Our previous house was a historic 1929 bungalow. Even through formal plans are non-existent I just don’t run roughshod willy-nily with stone and wood – no, I do a lot of what-if” test fits. The first time, my wife and I spent hours and hours trying to get pieces to fit and the color to balance only to find that the stone doesn’t install exactly like you lay it out and I had to add filler pieces anyway.
As the shingles are more of an accent, we put them on the upper dormer, chose a medium blue to paint the brick on the bottom, selected a creamy yellow siding, and kept the trim white so the colors popped. A flat paint would not have done justice to the ceiling and all the hard work we put into re-finishing it.
The very finish of your fireplace tool set, wood holder, andirons and firebacks pull together your complete look. While it is not really necessary to finish a mantel after you install it, it does make the job easier if you do this while it is on the wall; it is similar to painting any other wood trim.

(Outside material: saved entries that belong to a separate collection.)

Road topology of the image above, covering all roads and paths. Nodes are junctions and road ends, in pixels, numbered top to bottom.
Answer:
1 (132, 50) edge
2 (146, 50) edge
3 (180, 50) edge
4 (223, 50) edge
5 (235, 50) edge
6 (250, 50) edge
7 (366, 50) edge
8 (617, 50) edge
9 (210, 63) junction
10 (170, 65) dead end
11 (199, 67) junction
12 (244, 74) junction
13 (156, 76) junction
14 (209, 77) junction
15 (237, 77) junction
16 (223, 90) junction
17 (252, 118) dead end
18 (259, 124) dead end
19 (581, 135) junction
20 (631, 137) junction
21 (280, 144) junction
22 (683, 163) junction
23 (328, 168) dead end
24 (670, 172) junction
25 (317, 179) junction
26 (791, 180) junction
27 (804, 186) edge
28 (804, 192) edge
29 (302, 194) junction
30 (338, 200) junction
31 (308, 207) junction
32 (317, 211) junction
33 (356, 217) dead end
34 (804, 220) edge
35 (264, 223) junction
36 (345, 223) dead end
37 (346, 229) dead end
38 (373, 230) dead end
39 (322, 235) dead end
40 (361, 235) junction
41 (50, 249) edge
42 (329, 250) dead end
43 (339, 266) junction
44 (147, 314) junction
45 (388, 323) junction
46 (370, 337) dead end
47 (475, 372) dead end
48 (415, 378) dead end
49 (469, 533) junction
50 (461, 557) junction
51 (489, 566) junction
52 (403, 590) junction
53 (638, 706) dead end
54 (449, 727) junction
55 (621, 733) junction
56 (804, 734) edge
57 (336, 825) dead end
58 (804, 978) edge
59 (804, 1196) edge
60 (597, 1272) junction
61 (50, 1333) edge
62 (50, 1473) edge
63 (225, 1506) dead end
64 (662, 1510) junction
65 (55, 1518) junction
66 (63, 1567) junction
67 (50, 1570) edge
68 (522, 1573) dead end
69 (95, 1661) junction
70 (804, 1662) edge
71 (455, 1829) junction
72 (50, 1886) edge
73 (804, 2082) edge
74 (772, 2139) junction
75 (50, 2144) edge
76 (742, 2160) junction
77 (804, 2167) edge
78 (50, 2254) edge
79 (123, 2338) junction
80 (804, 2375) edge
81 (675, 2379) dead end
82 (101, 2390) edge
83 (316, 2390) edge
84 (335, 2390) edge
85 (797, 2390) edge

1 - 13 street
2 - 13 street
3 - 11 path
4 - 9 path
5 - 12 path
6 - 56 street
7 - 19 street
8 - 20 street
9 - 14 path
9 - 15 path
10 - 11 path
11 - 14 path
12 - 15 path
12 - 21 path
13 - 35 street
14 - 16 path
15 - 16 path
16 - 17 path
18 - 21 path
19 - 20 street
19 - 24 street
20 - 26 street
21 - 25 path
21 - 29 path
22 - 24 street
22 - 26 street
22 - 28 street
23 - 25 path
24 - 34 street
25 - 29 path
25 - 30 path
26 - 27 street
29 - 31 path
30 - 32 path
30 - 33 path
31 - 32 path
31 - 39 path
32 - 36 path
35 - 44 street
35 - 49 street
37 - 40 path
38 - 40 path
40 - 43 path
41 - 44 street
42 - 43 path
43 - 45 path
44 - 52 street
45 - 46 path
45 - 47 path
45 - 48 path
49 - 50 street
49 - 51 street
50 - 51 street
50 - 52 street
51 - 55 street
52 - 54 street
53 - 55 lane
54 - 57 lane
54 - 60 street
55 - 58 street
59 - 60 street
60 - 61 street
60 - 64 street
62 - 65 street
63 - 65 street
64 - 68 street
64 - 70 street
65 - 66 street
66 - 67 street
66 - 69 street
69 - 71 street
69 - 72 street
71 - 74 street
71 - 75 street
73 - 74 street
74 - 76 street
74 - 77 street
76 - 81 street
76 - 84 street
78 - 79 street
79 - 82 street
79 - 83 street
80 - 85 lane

This living space above uses raw concrete as the main feature for the fireplace, once again a perfect contrast in texture to the other elements in the room. In the living room, here is the fireplace with new stone tile, slab hearth and mantel. The shower stall ceiling was raised to full height, and the entire width opened to the room with a frameless glass door from Empire Shower Doors We decided to use the mosaic tile again in the shampoo niche.
Because I was installing the stone inside the house, I didn’t need to put up a vapor barrier and could put the metal lathe directly on the drywall after patching it. Metal lathe is nasty, nasty stuff and will cut you in half if you are not careful. I used a router to add some detail to the top and then cut the three pieces.